OBJECTIVES: To investigate whether the increased soft tissue contrast of virtual monoenergetic images (VMIs) obtained from a spectral detector computed tomography (SDCT) system improves washout assessment of arterially hyper-enhancing liver lesions. METHODS: Fifty-nine arterially hyper-enhancing lesions in 31 patients (age 65 ± 9 years, M/W 20/11) were included in this IRB-approved study. All patients underwent multi-phase SDCT for HCC screening. MRI, CEUS or biopsy within 3 months served as standard of reference to classify lesions as LiRADS 3 or 4/5. VMIs and conventional images (CIs) were reconstructed. Visual analysis was performed on 40, 60, and 80 kiloelectronvolt (keV) and CIs by 3 radiologists. Presence and visibility of washout were assessed; image quality and confidence of washout evaluation were evaluated on 5-point Likert scales.
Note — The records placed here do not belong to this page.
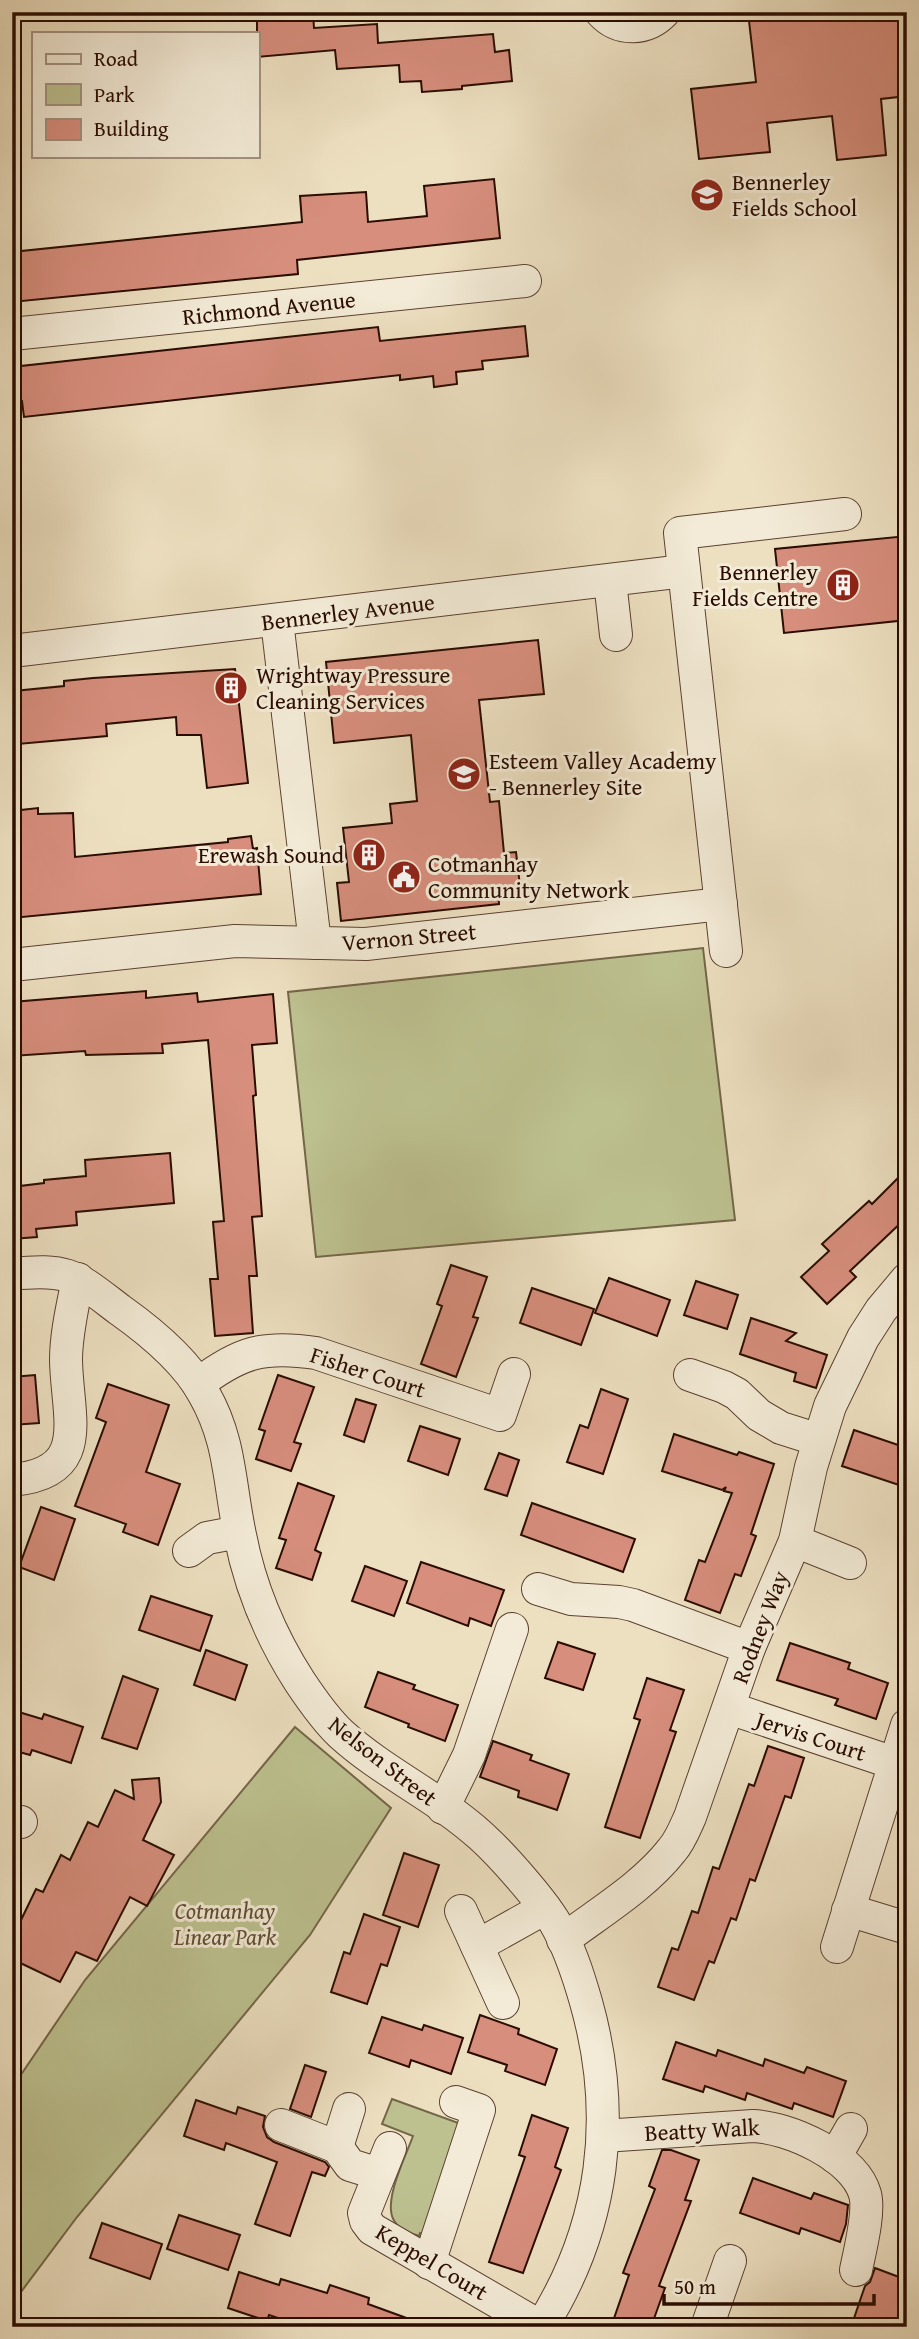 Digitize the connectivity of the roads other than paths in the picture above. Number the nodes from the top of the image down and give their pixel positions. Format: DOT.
graph roads {
  1 [pos="601,12"];
  2 [pos="664,12"];
  3 [pos="525,281"];
  4 [pos="12,334"];
  5 [pos="845,514"];
  6 [pos="684,571"];
  7 [pos="610,581"];
  8 [pos="277,621"];
  9 [pos="616,635"];
  10 [pos="12,652"];
  11 [pos="721,904"];
  12 [pos="315,943"];
  13 [pos="726,951"];
  14 [pos="12,965"];
  15 [pos="12,1274"];
  16 [pos="78,1279"];
  17 [pos="907,1279"];
  18 [pos="514,1374"];
  19 [pos="687,1375"];
  20 [pos="198,1384"];
  21 [pos="819,1440"];
  22 [pos="12,1480"];
  23 [pos="239,1532"];
  24 [pos="794,1541"];
  25 [pos="189,1551"];
  26 [pos="850,1563"];
  27 [pos="538,1589"];
  28 [pos="512,1629"];
  29 [pos="749,1648"];
  30 [pos="729,1708"];
  31 [pos="907,1725"];
  32 [pos="894,1763"];
  33 [pos="443,1808"];
  34 [pos="545,1908"];
  35 [pos="848,1910"];
  36 [pos="461,1911"];
  37 [pos="907,1928"];
  38 [pos="564,1940"];
  39 [pos="477,1946"];
  40 [pos="836,1947"];
  41 [pos="503,2003"];
  42 [pos="456,2102"];
  43 [pos="349,2109"];
  44 [pos="281,2125"];
  45 [pos="851,2129"];
  46 [pos="603,2136"];
  47 [pos="835,2157"];
  48 [pos="364,2159"];
  49 [pos="730,2261"];
  50 [pos="429,2263"];
  51 [pos="856,2270"];
  52 [pos="711,2315"];
  53 [pos="541,2327"];
  1 -- 2 [label="street"];
  3 -- 4 [label="street, Richmond Avenue"];
  5 -- 6 [label="street"];
  6 -- 7 [label="street, Bennerley Avenue"];
  6 -- 11 [label="street"];
  7 -- 8 [label="street, Bennerley Avenue"];
  7 -- 9 [label="street"];
  8 -- 10 [label="street, Bennerley Avenue"];
  8 -- 12 [label="street"];
  11 -- 12 [label="street, Vernon Street"];
  11 -- 13 [label="street"];
  12 -- 14 [label="street, Vernon Street"];
  15 -- 16 [label="street, Nelson Street"];
  16 -- 20 [label="street, Nelson Street"];
  16 -- 22 [label="street"];
  17 -- 21 [label="street, Rodney Way"];
  18 -- 20 [label="street, Fisher Court"];
  19 -- 21 [label="street"];
  20 -- 23 [label="street, Nelson Street"];
  21 -- 24 [label="street, Rodney Way"];
  23 -- 25 [label="street"];
  23 -- 33 [label="street, Nelson Street"];
  24 -- 26 [label="street"];
  24 -- 29 [label="street, Rodney Way"];
  27 -- 29 [label="street"];
  28 -- 33 [label="street"];
  29 -- 30 [label="street, Rodney Way"];
  30 -- 32 [label="street, Jervis Court"];
  30 -- 38 [label="street, Rodney Way"];
  31 -- 32 [label="street, Jervis Court"];
  32 -- 35 [label="street, Jervis Court"];
  33 -- 34 [label="street, Nelson Street"];
  34 -- 38 [label="street, Nelson Street"];
  34 -- 39 [label="street"];
  35 -- 37 [label="street"];
  35 -- 40 [label="street, Jervis Court"];
  36 -- 39 [label="street"];
  38 -- 46 [label="street, Nelson Street"];
  39 -- 41 [label="street"];
  42 -- 50 [label="street"];
  43 -- 48 [label="street"];
  44 -- 48 [label="street"];
  45 -- 47 [label="street"];
  46 -- 47 [label="street, Beatty Walk"];
  46 -- 53 [label="street, Nelson Street"];
  47 -- 51 [label="street, Beatty Walk"];
  48 -- 50 [label="street, Keppel Court"];
  49 -- 52 [label="street"];
  50 -- 53 [label="street, Keppel Court"];
} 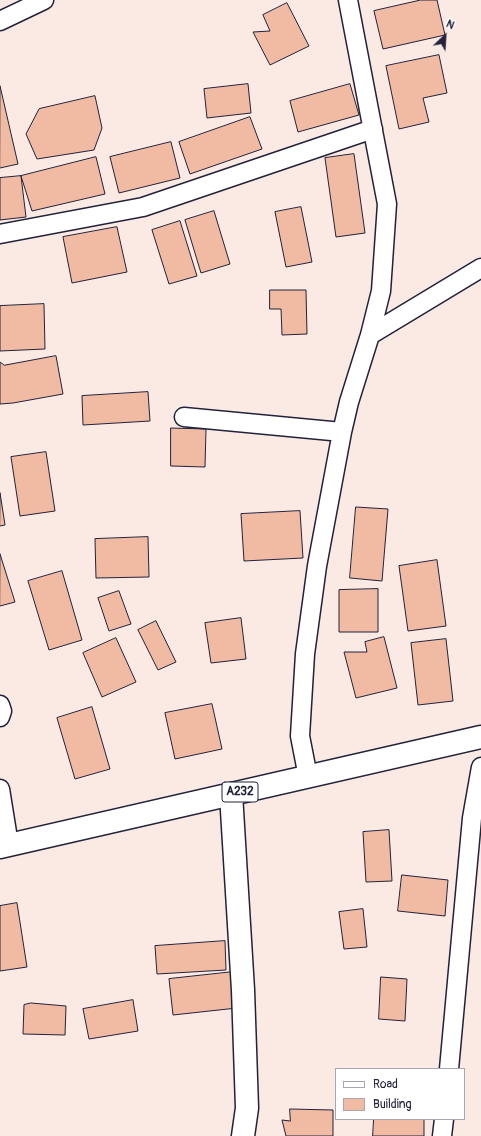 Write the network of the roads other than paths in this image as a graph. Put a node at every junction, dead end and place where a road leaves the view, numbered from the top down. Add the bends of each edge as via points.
1 (44, 0) edge
2 (348, 0) edge
3 (0, 21) edge
4 (373, 129) junction
5 (0, 234) edge
6 (481, 268) edge
7 (370, 335) junction
8 (184, 417) dead end
9 (342, 432) junction
10 (0, 704) edge
11 (0, 717) edge
12 (481, 737) edge
13 (481, 767) edge
14 (308, 777) junction
15 (0, 789) edge
16 (231, 794) junction
17 (4, 846) edge
18 (449, 1068) edge
19 (444, 1120) edge
20 (243, 1136) edge
21 (442, 1136) edge

1 - 3 street
2 - 4 street
4 - 5 street via 143,207
4 - 7 street via 387,204 381,291
6 - 7 street
7 - 9 street
8 - 9 street
9 - 14 street via 317,566 305,654 300,736
10 - 11 street
12 - 14 main road, A232
13 - 18 street via 472,818
14 - 16 main road, A232
15 - 17 street
16 - 17 main road, A232
16 - 20 main road via 244,998 247,1108
19 - 21 street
Signal-to-noise ratio (SNR), lesion-to-liver contrast-to-noise ratio (CNR) (|HUlesion-HUliver|/SDliver) and washout (|HUlesion-HUliver|) were calculated. Statistical assessment was performed using ANOVA and Wilcoxon test. RESULTS: On subjective lesion analysis, the highest level of diagnostic confidence and highest sensitivity for the detection of lesion washout were found for 40-keV VMIs (40 keV vs. CI, 81.3 vs. 71.3%). Image quality parameters were significantly better in low-kiloelectronvolt VMIs than in CIs (p < 0.05; e.g. SNRliver: 40 keV vs. CIs, 12.5 ± 4.1 vs. 5.6 ± 1.6). In LiRADS 4/5 lesions, CNR and quantitative washout values were significantly higher in 40-keV VMIs compared to CIs (p < 0.05; e.g. CNR and washout in 40 keV vs. CIs, 2.3 ± 1.6 vs. 0.8 ± 0.5 and 29.0 ± 19.1 vs. 12.9 ± 6.9 HU, respectively). CONCLUSION: By increasing lesion contrast, low-kiloelectronvolt VMIs obtained from SDCT improve washout assessment of hyper-enhancing liver lesions with respect to washout visibility and diagnostic confidence. KEY POINTS: • Low-kiloelectronvolt virtual monoenergetic images from spectral detector CT facilitate washout assessment in arterially hyper-enhancing liver lesions. • Image quality and quantitative washout parameters as well as subjective washout visibility and diagnostic confidence benefit from low-kiloelectronvolt virtual monoenergetic images.